**EXERCISE OBJECTIVE**
Count the lines of the data that have the word "sans", then report the number without anything else.

**DATA FOR THE TASK**

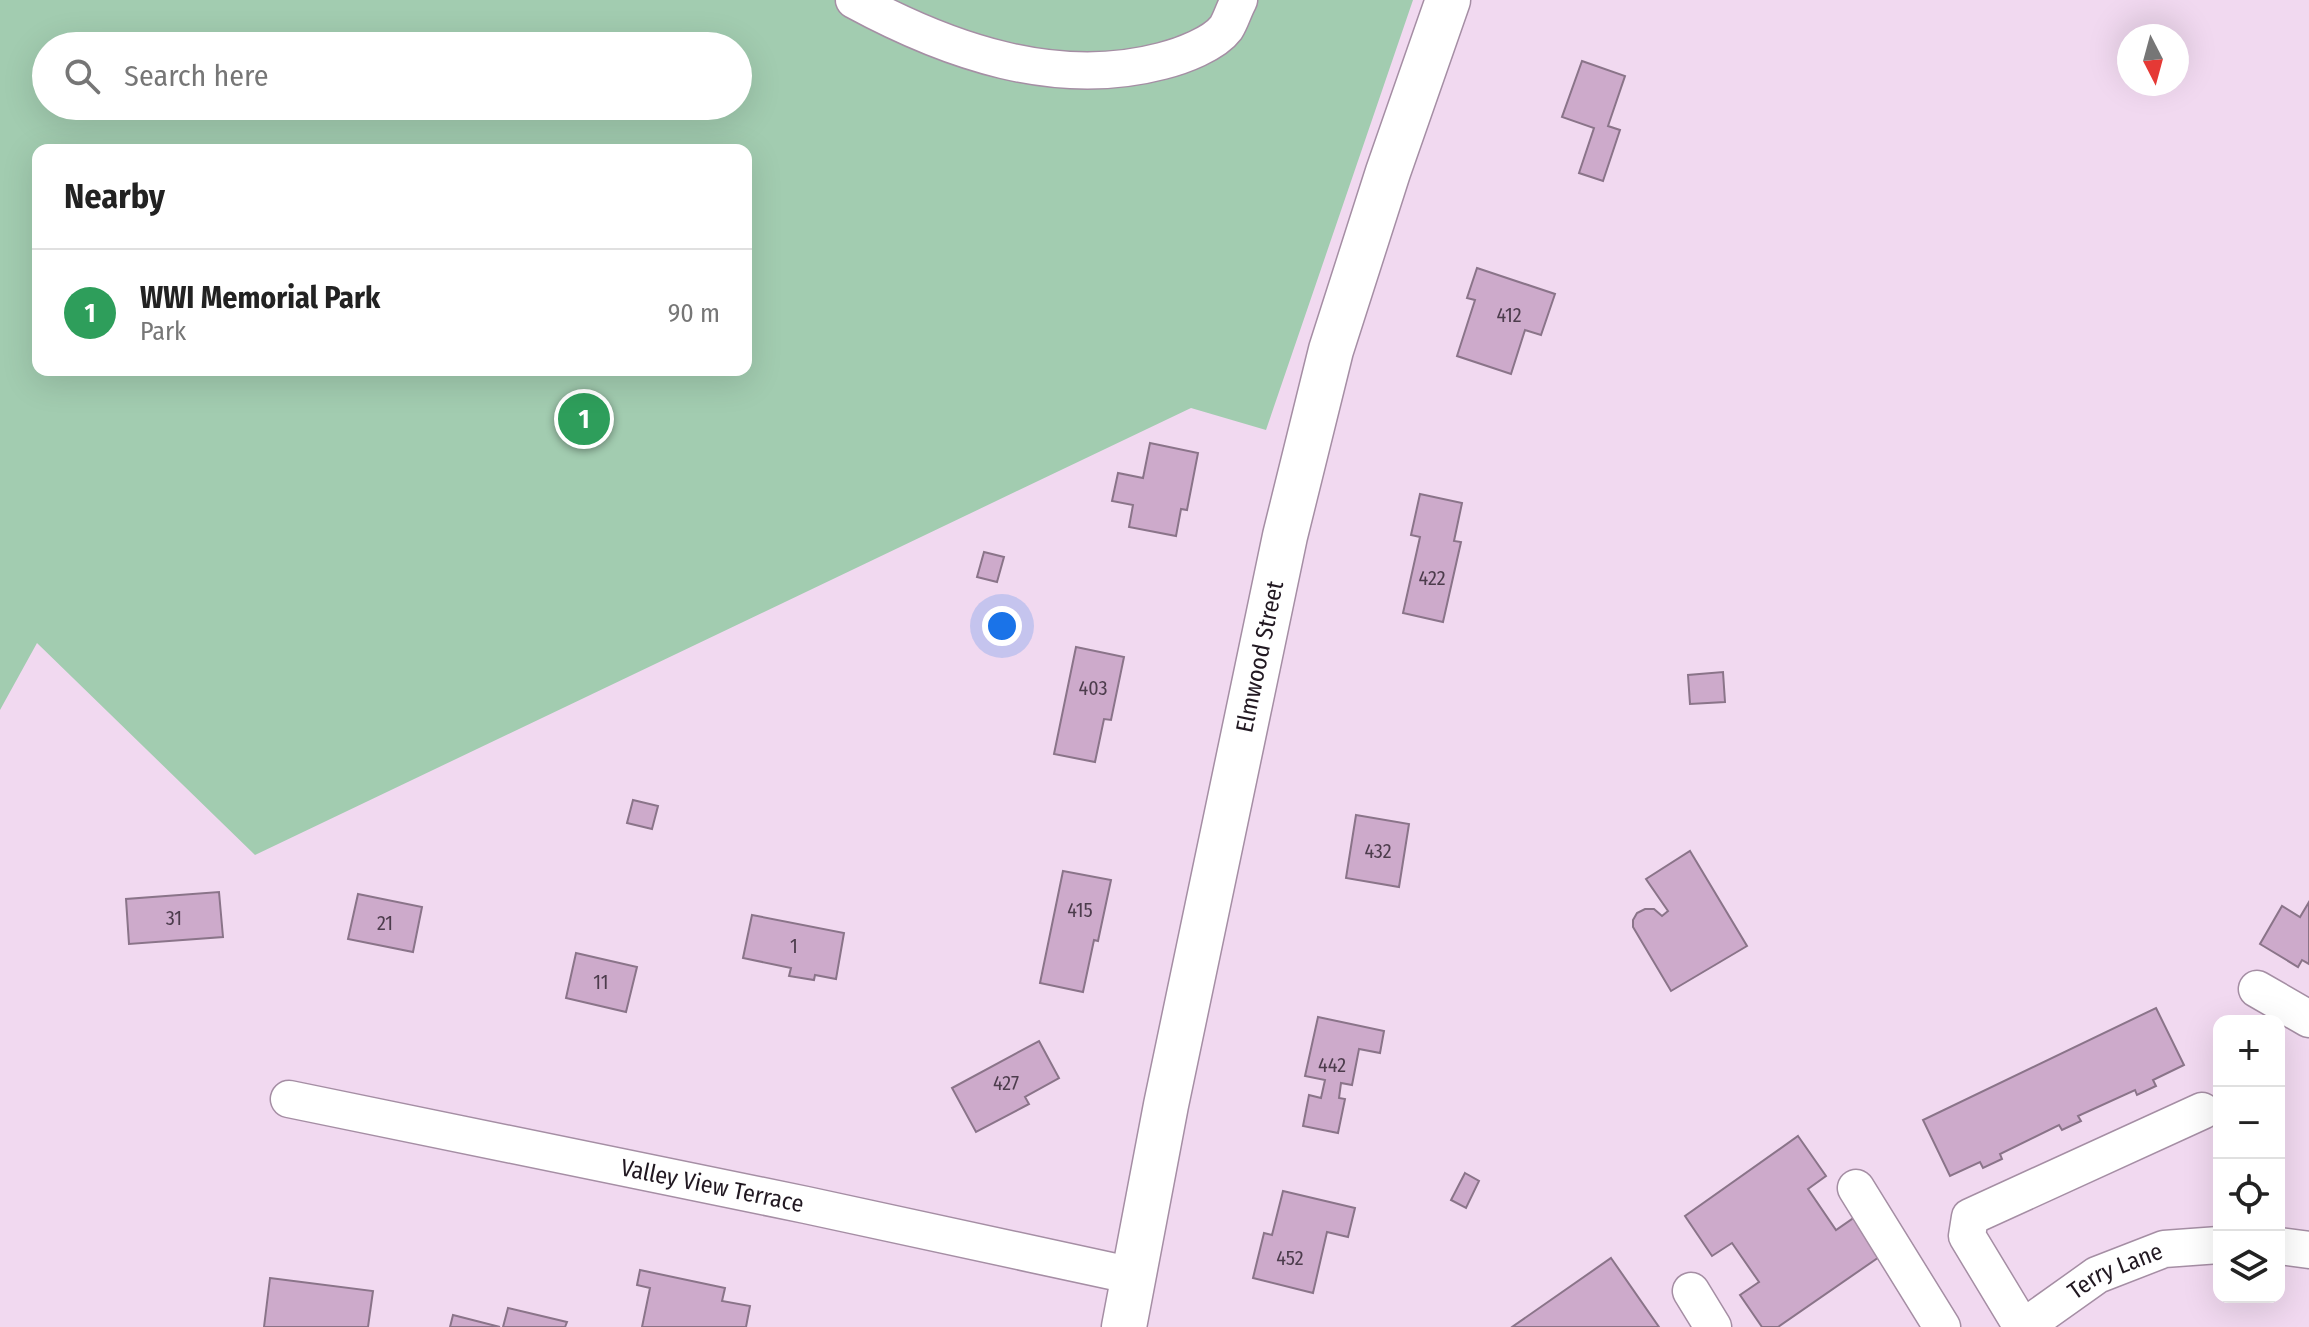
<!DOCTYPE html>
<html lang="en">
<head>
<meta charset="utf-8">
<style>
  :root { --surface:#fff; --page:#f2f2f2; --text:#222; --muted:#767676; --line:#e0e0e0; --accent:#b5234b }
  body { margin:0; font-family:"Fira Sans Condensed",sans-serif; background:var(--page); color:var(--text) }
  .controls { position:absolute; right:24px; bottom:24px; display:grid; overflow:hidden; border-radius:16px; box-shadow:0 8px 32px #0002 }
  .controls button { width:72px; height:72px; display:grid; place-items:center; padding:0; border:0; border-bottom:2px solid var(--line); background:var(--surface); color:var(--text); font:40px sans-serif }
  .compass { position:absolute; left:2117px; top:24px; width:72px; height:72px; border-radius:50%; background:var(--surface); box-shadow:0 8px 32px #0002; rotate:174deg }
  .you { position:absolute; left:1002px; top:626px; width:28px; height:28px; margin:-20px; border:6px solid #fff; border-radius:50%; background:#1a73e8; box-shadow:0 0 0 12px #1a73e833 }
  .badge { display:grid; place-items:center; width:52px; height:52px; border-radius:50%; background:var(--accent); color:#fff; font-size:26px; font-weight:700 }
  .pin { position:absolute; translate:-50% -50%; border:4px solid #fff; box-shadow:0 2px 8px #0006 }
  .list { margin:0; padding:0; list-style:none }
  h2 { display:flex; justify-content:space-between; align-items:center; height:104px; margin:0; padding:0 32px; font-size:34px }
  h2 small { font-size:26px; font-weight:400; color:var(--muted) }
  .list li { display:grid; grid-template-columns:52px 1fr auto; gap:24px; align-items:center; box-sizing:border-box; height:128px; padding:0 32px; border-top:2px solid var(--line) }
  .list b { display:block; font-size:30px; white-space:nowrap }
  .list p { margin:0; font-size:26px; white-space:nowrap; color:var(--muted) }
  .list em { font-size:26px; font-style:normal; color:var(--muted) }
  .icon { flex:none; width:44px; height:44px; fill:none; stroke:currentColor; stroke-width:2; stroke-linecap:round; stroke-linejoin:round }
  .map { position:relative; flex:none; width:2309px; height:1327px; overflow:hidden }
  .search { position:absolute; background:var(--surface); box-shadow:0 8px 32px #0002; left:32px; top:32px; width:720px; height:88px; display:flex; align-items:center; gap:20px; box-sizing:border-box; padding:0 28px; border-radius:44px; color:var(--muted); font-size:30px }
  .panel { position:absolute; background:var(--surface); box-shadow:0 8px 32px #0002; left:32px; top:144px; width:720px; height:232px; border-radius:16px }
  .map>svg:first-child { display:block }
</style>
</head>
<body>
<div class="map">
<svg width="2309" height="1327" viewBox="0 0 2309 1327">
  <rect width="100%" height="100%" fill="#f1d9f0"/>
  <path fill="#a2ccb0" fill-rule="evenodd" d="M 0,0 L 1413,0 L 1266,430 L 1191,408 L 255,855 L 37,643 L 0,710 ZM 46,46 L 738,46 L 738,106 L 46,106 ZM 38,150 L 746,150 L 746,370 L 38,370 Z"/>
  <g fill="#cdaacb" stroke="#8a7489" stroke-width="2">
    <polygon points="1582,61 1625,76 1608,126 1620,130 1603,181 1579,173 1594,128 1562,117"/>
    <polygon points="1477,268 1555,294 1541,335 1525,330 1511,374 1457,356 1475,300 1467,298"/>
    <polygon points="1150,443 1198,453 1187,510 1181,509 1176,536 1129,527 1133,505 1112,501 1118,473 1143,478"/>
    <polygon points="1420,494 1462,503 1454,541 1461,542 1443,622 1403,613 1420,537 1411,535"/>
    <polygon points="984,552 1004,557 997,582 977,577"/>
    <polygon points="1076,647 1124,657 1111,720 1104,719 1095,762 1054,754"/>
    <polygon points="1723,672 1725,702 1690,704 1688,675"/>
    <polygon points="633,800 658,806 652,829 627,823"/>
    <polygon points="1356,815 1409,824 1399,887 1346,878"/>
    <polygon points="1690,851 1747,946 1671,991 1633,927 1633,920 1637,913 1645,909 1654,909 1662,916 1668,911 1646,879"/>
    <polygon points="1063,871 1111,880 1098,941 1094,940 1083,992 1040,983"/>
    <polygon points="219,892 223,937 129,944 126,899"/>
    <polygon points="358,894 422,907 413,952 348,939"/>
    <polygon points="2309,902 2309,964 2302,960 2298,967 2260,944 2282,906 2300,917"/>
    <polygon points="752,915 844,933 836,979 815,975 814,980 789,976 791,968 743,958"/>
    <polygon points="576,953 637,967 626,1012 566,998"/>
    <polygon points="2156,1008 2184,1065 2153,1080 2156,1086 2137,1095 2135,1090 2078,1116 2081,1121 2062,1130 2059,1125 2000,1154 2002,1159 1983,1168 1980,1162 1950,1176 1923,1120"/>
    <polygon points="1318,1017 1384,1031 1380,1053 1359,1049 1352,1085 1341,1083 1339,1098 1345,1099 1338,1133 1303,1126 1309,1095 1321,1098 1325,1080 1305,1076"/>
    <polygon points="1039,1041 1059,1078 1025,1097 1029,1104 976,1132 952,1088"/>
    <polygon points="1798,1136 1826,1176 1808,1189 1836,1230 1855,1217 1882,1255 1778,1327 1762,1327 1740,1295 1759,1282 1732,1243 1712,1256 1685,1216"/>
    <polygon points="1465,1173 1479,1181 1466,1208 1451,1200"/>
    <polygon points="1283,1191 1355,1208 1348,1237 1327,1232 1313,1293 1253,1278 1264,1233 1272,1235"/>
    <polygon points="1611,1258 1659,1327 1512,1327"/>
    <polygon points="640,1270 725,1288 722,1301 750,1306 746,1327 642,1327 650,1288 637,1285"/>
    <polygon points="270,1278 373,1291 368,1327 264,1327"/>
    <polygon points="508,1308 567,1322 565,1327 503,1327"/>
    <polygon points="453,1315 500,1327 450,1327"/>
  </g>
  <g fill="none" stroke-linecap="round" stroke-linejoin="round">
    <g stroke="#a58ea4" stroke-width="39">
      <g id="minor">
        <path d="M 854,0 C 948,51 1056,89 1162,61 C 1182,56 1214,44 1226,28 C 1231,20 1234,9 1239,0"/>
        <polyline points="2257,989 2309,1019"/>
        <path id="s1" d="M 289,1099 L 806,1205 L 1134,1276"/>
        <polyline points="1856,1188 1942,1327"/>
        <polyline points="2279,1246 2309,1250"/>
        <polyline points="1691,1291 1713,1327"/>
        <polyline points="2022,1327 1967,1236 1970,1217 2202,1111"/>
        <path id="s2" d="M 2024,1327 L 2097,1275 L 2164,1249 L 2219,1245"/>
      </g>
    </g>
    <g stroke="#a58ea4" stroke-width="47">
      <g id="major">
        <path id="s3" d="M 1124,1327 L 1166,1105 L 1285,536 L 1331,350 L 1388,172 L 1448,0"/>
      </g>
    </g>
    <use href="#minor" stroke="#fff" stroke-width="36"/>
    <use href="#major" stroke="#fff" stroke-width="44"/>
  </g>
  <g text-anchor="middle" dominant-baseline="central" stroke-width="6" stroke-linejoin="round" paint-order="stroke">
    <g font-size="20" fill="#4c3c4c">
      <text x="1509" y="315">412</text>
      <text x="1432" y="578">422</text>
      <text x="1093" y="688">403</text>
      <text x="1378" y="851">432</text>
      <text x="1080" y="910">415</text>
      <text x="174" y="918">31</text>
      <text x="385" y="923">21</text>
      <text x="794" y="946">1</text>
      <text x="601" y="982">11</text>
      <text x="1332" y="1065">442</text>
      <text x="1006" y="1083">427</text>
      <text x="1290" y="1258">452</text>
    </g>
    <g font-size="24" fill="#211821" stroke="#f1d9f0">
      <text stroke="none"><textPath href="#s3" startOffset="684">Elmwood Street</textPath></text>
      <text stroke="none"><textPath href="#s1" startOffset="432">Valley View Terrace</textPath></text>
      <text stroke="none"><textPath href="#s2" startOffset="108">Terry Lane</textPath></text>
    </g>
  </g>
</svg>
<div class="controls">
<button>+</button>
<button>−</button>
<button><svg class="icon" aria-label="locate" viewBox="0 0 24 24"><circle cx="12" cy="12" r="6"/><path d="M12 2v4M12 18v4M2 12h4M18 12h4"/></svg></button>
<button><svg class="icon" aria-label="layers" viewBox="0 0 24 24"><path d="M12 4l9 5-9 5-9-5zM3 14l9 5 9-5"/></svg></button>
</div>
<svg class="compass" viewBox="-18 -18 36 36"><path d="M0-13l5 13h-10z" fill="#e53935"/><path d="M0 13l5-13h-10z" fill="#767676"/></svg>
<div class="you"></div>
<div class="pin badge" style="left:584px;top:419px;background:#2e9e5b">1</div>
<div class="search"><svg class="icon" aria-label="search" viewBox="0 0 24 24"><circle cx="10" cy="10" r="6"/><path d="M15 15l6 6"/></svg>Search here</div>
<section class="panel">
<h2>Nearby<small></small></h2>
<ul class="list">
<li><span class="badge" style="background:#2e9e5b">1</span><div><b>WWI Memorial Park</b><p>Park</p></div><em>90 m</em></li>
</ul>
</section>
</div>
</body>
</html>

**EXERCISE RESPONSE**
2